(Dataset records)
Content starts
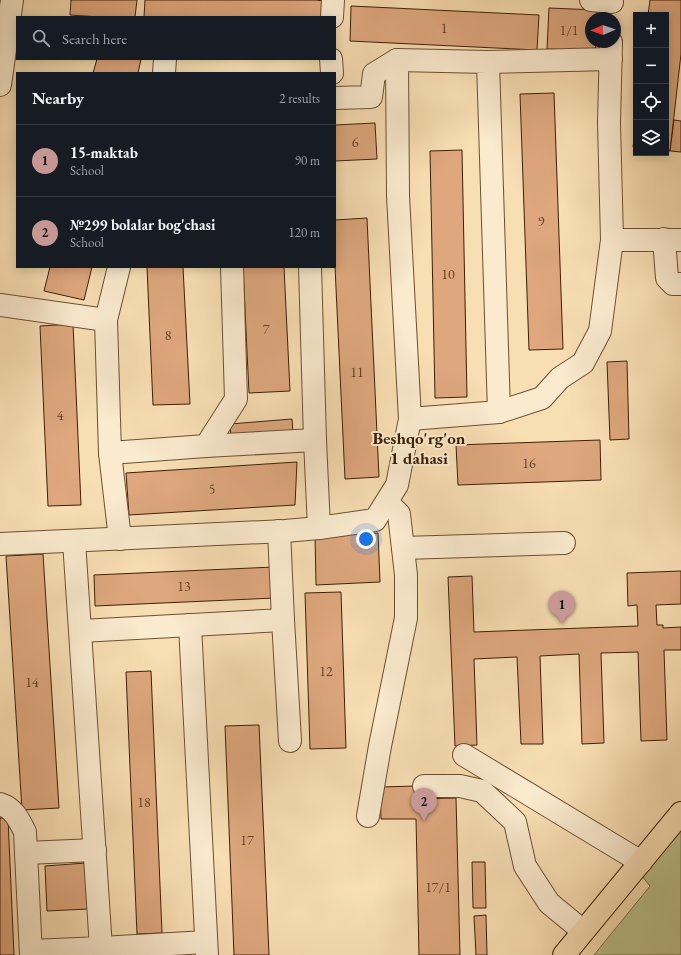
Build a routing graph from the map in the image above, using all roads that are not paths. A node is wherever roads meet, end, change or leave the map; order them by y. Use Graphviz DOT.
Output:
graph roads {
  1 [pos="12,0"];
  2 [pos="333,0"];
  3 [pos="332,16"];
  4 [pos="611,50"];
  5 [pos="165,60"];
  6 [pos="331,60"];
  7 [pos="397,60"];
  8 [pos="488,62"];
  9 [pos="164,72"];
  10 [pos="332,72"];
  11 [pos="0,85"];
  12 [pos="371,97"];
  13 [pos="397,97"];
  14 [pos="336,98"];
  15 [pos="673,239"];
  16 [pos="612,240"];
  17 [pos="119,268"];
  18 [pos="232,268"];
  19 [pos="310,268"];
  20 [pos="681,284"];
  21 [pos="0,305"];
  22 [pos="106,320"];
  23 [pos="499,412"];
  24 [pos="410,419"];
  25 [pos="315,440"];
  26 [pos="206,446"];
  27 [pos="110,453"];
  28 [pos="387,502"];
  29 [pos="319,528"];
  30 [pos="279,531"];
  31 [pos="120,539"];
  32 [pos="74,541"];
  33 [pos="564,543"];
  34 [pos="0,544"];
  35 [pos="403,548"];
  36 [pos="283,620"];
  37 [pos="190,625"];
  38 [pos="81,631"];
  39 [pos="290,741"];
  40 [pos="464,755"];
  41 [pos="424,786"];
  42 [pos="0,804"];
  43 [pos="681,813"];
  44 [pos="368,816"];
  45 [pos="95,850"];
  46 [pos="26,853"];
  47 [pos="640,862"];
  48 [pos="583,931"];
  49 [pos="101,948"];
  50 [pos="207,948"];
  51 [pos="31,953"];
  52 [pos="564,955"];
  1 -- 11 [label="street"];
  2 -- 3 [label="street"];
  4 -- 8 [label="street"];
  4 -- 16 [label="street"];
  5 -- 9 [label="street"];
  6 -- 10 [label="street"];
  7 -- 8 [label="street"];
  7 -- 12 [label="street"];
  7 -- 13 [label="street"];
  8 -- 23 [label="street"];
  12 -- 13 [label="street"];
  12 -- 14 [label="street"];
  13 -- 24 [label="street"];
  15 -- 16 [label="street"];
  15 -- 20 [label="street"];
  16 -- 23 [label="street"];
  17 -- 22 [label="street"];
  18 -- 26 [label="street"];
  19 -- 25 [label="street"];
  21 -- 22 [label="street"];
  22 -- 27 [label="street"];
  23 -- 24 [label="street"];
  24 -- 28 [label="street"];
  25 -- 26 [label="street"];
  25 -- 29 [label="street"];
  26 -- 27 [label="street"];
  27 -- 31 [label="street"];
  28 -- 29 [label="street"];
  28 -- 35 [label="street"];
  29 -- 30 [label="street"];
  30 -- 31 [label="street"];
  30 -- 36 [label="street"];
  31 -- 32 [label="street"];
  32 -- 34 [label="street"];
  32 -- 38 [label="street"];
  33 -- 35 [label="street"];
  35 -- 44 [label="street"];
  36 -- 37 [label="street"];
  36 -- 39 [label="street"];
  37 -- 38 [label="street"];
  37 -- 50 [label="street"];
  38 -- 45 [label="street"];
  40 -- 47 [label="street"];
  41 -- 48 [label="street"];
  42 -- 46 [label="street"];
  43 -- 47 [label="main road"];
  45 -- 46 [label="street"];
  45 -- 49 [label="street"];
  46 -- 51 [label="street"];
  47 -- 48 [label="main road"];
  48 -- 52 [label="main road"];
  49 -- 50 [label="street"];
  49 -- 51 [label="street"];
}
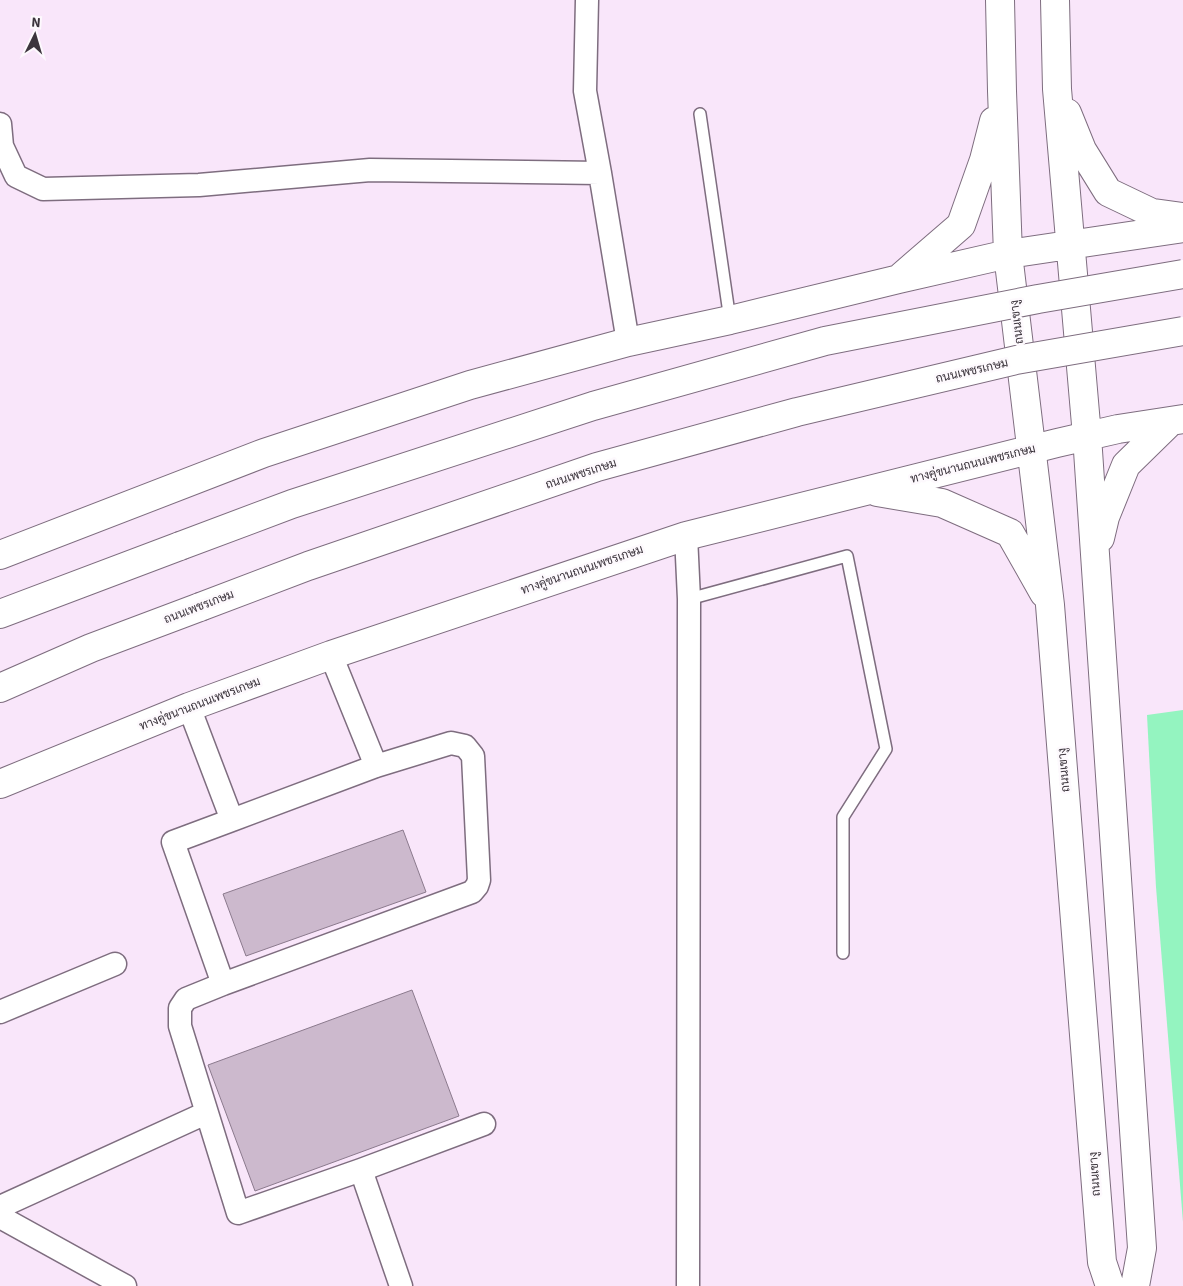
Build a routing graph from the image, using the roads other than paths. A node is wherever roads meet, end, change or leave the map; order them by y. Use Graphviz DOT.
graph roads {
  1 [pos="587,0"];
  2 [pos="1000,0"];
  3 [pos="1055,0"];
  4 [pos="1057,89"];
  5 [pos="1002,91"];
  6 [pos="700,114"];
  7 [pos="0,124"];
  8 [pos="600,173"];
  9 [pos="1183,217"];
  10 [pos="1183,228"];
  11 [pos="1070,245"];
  12 [pos="1008,254"];
  13 [pos="1183,274"];
  14 [pos="899,279"];
  15 [pos="730,320"];
  16 [pos="1183,331"];
  17 [pos="628,342"];
  18 [pos="1177,420"];
  19 [pos="1086,436"];
  20 [pos="1032,449"];
  21 [pos="866,490"];
  22 [pos="686,536"];
  23 [pos="0,555"];
  24 [pos="1095,561"];
  25 [pos="689,599"];
  26 [pos="1050,605"];
  27 [pos="0,614"];
  28 [pos="331,655"];
  29 [pos="0,688"];
  30 [pos="189,707"];
  31 [pos="376,766"];
  32 [pos="0,784"];
  33 [pos="232,820"];
  34 [pos="843,953"];
  35 [pos="115,964"];
  36 [pos="223,984"];
  37 [pos="0,1012"];
  38 [pos="206,1113"];
  39 [pos="484,1124"];
  40 [pos="360,1170"];
  41 [pos="0,1207"];
  42 [pos="0,1217"];
  43 [pos="125,1286"];
  44 [pos="402,1286"];
  45 [pos="688,1286"];
  46 [pos="1110,1286"];
  47 [pos="1135,1286"];
  1 -- 8 [label="street"];
  2 -- 5 [label="main road, ถนนเขางู"];
  3 -- 4 [label="main road"];
  4 -- 9 [label="main road"];
  4 -- 11 [label="main road"];
  5 -- 12 [label="main road, ถนนเขางู"];
  5 -- 14 [label="main road"];
  6 -- 15 [label="lane"];
  7 -- 8 [label="street"];
  8 -- 17 [label="street"];
  10 -- 11 [label="main road"];
  11 -- 12 [label="main road"];
  11 -- 19 [label="main road"];
  12 -- 14 [label="main road"];
  12 -- 20 [label="main road, ถนนเขางู"];
  13 -- 27 [label="main road, bridge"];
  14 -- 15 [label="main road"];
  15 -- 17 [label="main road"];
  16 -- 29 [label="main road, ถนนเพชรเกษม, bridge"];
  17 -- 23 [label="main road"];
  18 -- 19 [label="main road, ทางคู่ขนานถนนเพชรเกษม"];
  18 -- 24 [label="main road"];
  19 -- 20 [label="main road, ทางคู่ขนานถนนเพชรเกษม"];
  19 -- 24 [label="main road"];
  20 -- 21 [label="main road, ทางคู่ขนานถนนเพชรเกษม"];
  20 -- 26 [label="main road, ถนนเขางู"];
  21 -- 22 [label="main road, ทางคู่ขนานถนนเพชรเกษม"];
  21 -- 26 [label="main road"];
  22 -- 25 [label="street"];
  22 -- 28 [label="main road, ทางคู่ขนานถนนเพชรเกษม"];
  24 -- 47 [label="main road"];
  25 -- 34 [label="lane"];
  25 -- 45 [label="street"];
  26 -- 46 [label="main road, ถนนเขางู"];
  28 -- 30 [label="main road, ทางคู่ขนานถนนเพชรเกษม"];
  28 -- 31 [label="street"];
  30 -- 32 [label="main road, ทางคู่ขนานถนนเพชรเกษม"];
  30 -- 33 [label="street"];
  31 -- 33 [label="street"];
  31 -- 36 [label="street"];
  33 -- 36 [label="street"];
  35 -- 37 [label="street"];
  36 -- 38 [label="street"];
  38 -- 40 [label="street"];
  38 -- 41 [label="street"];
  39 -- 40 [label="street"];
  40 -- 44 [label="street"];
  42 -- 43 [label="street"];
}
Content ends
__Task brief__:
Give the entries again without a single change, but with no pictures.

__Result for this task__:
Build a routing graph from the map in the image above, using all roads that are not paths. A node is wherever roads meet, end, change or leave the map; order them by y. Use Graphviz DOT.
Output:
graph roads {
  1 [pos="12,0"];
  2 [pos="333,0"];
  3 [pos="332,16"];
  4 [pos="611,50"];
  5 [pos="165,60"];
  6 [pos="331,60"];
  7 [pos="397,60"];
  8 [pos="488,62"];
  9 [pos="164,72"];
  10 [pos="332,72"];
  11 [pos="0,85"];
  12 [pos="371,97"];
  13 [pos="397,97"];
  14 [pos="336,98"];
  15 [pos="673,239"];
  16 [pos="612,240"];
  17 [pos="119,268"];
  18 [pos="232,268"];
  19 [pos="310,268"];
  20 [pos="681,284"];
  21 [pos="0,305"];
  22 [pos="106,320"];
  23 [pos="499,412"];
  24 [pos="410,419"];
  25 [pos="315,440"];
  26 [pos="206,446"];
  27 [pos="110,453"];
  28 [pos="387,502"];
  29 [pos="319,528"];
  30 [pos="279,531"];
  31 [pos="120,539"];
  32 [pos="74,541"];
  33 [pos="564,543"];
  34 [pos="0,544"];
  35 [pos="403,548"];
  36 [pos="283,620"];
  37 [pos="190,625"];
  38 [pos="81,631"];
  39 [pos="290,741"];
  40 [pos="464,755"];
  41 [pos="424,786"];
  42 [pos="0,804"];
  43 [pos="681,813"];
  44 [pos="368,816"];
  45 [pos="95,850"];
  46 [pos="26,853"];
  47 [pos="640,862"];
  48 [pos="583,931"];
  49 [pos="101,948"];
  50 [pos="207,948"];
  51 [pos="31,953"];
  52 [pos="564,955"];
  1 -- 11 [label="street"];
  2 -- 3 [label="street"];
  4 -- 8 [label="street"];
  4 -- 16 [label="street"];
  5 -- 9 [label="street"];
  6 -- 10 [label="street"];
  7 -- 8 [label="street"];
  7 -- 12 [label="street"];
  7 -- 13 [label="street"];
  8 -- 23 [label="street"];
  12 -- 13 [label="street"];
  12 -- 14 [label="street"];
  13 -- 24 [label="street"];
  15 -- 16 [label="street"];
  15 -- 20 [label="street"];
  16 -- 23 [label="street"];
  17 -- 22 [label="street"];
  18 -- 26 [label="street"];
  19 -- 25 [label="street"];
  21 -- 22 [label="street"];
  22 -- 27 [label="street"];
  23 -- 24 [label="street"];
  24 -- 28 [label="street"];
  25 -- 26 [label="street"];
  25 -- 29 [label="street"];
  26 -- 27 [label="street"];
  27 -- 31 [label="street"];
  28 -- 29 [label="street"];
  28 -- 35 [label="street"];
  29 -- 30 [label="street"];
  30 -- 31 [label="street"];
  30 -- 36 [label="street"];
  31 -- 32 [label="street"];
  32 -- 34 [label="street"];
  32 -- 38 [label="street"];
  33 -- 35 [label="street"];
  35 -- 44 [label="street"];
  36 -- 37 [label="street"];
  36 -- 39 [label="street"];
  37 -- 38 [label="street"];
  37 -- 50 [label="street"];
  38 -- 45 [label="street"];
  40 -- 47 [label="street"];
  41 -- 48 [label="street"];
  42 -- 46 [label="street"];
  43 -- 47 [label="main road"];
  45 -- 46 [label="street"];
  45 -- 49 [label="street"];
  46 -- 51 [label="street"];
  47 -- 48 [label="main road"];
  48 -- 52 [label="main road"];
  49 -- 50 [label="street"];
  49 -- 51 [label="street"];
}
Build a routing graph from the image, using the roads other than paths. A node is wherever roads meet, end, change or leave the map; order them by y. Use Graphviz DOT.
graph roads {
  1 [pos="587,0"];
  2 [pos="1000,0"];
  3 [pos="1055,0"];
  4 [pos="1057,89"];
  5 [pos="1002,91"];
  6 [pos="700,114"];
  7 [pos="0,124"];
  8 [pos="600,173"];
  9 [pos="1183,217"];
  10 [pos="1183,228"];
  11 [pos="1070,245"];
  12 [pos="1008,254"];
  13 [pos="1183,274"];
  14 [pos="899,279"];
  15 [pos="730,320"];
  16 [pos="1183,331"];
  17 [pos="628,342"];
  18 [pos="1177,420"];
  19 [pos="1086,436"];
  20 [pos="1032,449"];
  21 [pos="866,490"];
  22 [pos="686,536"];
  23 [pos="0,555"];
  24 [pos="1095,561"];
  25 [pos="689,599"];
  26 [pos="1050,605"];
  27 [pos="0,614"];
  28 [pos="331,655"];
  29 [pos="0,688"];
  30 [pos="189,707"];
  31 [pos="376,766"];
  32 [pos="0,784"];
  33 [pos="232,820"];
  34 [pos="843,953"];
  35 [pos="115,964"];
  36 [pos="223,984"];
  37 [pos="0,1012"];
  38 [pos="206,1113"];
  39 [pos="484,1124"];
  40 [pos="360,1170"];
  41 [pos="0,1207"];
  42 [pos="0,1217"];
  43 [pos="125,1286"];
  44 [pos="402,1286"];
  45 [pos="688,1286"];
  46 [pos="1110,1286"];
  47 [pos="1135,1286"];
  1 -- 8 [label="street"];
  2 -- 5 [label="main road, ถนนเขางู"];
  3 -- 4 [label="main road"];
  4 -- 9 [label="main road"];
  4 -- 11 [label="main road"];
  5 -- 12 [label="main road, ถนนเขางู"];
  5 -- 14 [label="main road"];
  6 -- 15 [label="lane"];
  7 -- 8 [label="street"];
  8 -- 17 [label="street"];
  10 -- 11 [label="main road"];
  11 -- 12 [label="main road"];
  11 -- 19 [label="main road"];
  12 -- 14 [label="main road"];
  12 -- 20 [label="main road, ถนนเขางู"];
  13 -- 27 [label="main road, bridge"];
  14 -- 15 [label="main road"];
  15 -- 17 [label="main road"];
  16 -- 29 [label="main road, ถนนเพชรเกษม, bridge"];
  17 -- 23 [label="main road"];
  18 -- 19 [label="main road, ทางคู่ขนานถนนเพชรเกษม"];
  18 -- 24 [label="main road"];
  19 -- 20 [label="main road, ทางคู่ขนานถนนเพชรเกษม"];
  19 -- 24 [label="main road"];
  20 -- 21 [label="main road, ทางคู่ขนานถนนเพชรเกษม"];
  20 -- 26 [label="main road, ถนนเขางู"];
  21 -- 22 [label="main road, ทางคู่ขนานถนนเพชรเกษม"];
  21 -- 26 [label="main road"];
  22 -- 25 [label="street"];
  22 -- 28 [label="main road, ทางคู่ขนานถนนเพชรเกษม"];
  24 -- 47 [label="main road"];
  25 -- 34 [label="lane"];
  25 -- 45 [label="street"];
  26 -- 46 [label="main road, ถนนเขางู"];
  28 -- 30 [label="main road, ทางคู่ขนานถนนเพชรเกษม"];
  28 -- 31 [label="street"];
  30 -- 32 [label="main road, ทางคู่ขนานถนนเพชรเกษม"];
  30 -- 33 [label="street"];
  31 -- 33 [label="street"];
  31 -- 36 [label="street"];
  33 -- 36 [label="street"];
  35 -- 37 [label="street"];
  36 -- 38 [label="street"];
  38 -- 40 [label="street"];
  38 -- 41 [label="street"];
  39 -- 40 [label="street"];
  40 -- 44 [label="street"];
  42 -- 43 [label="street"];
}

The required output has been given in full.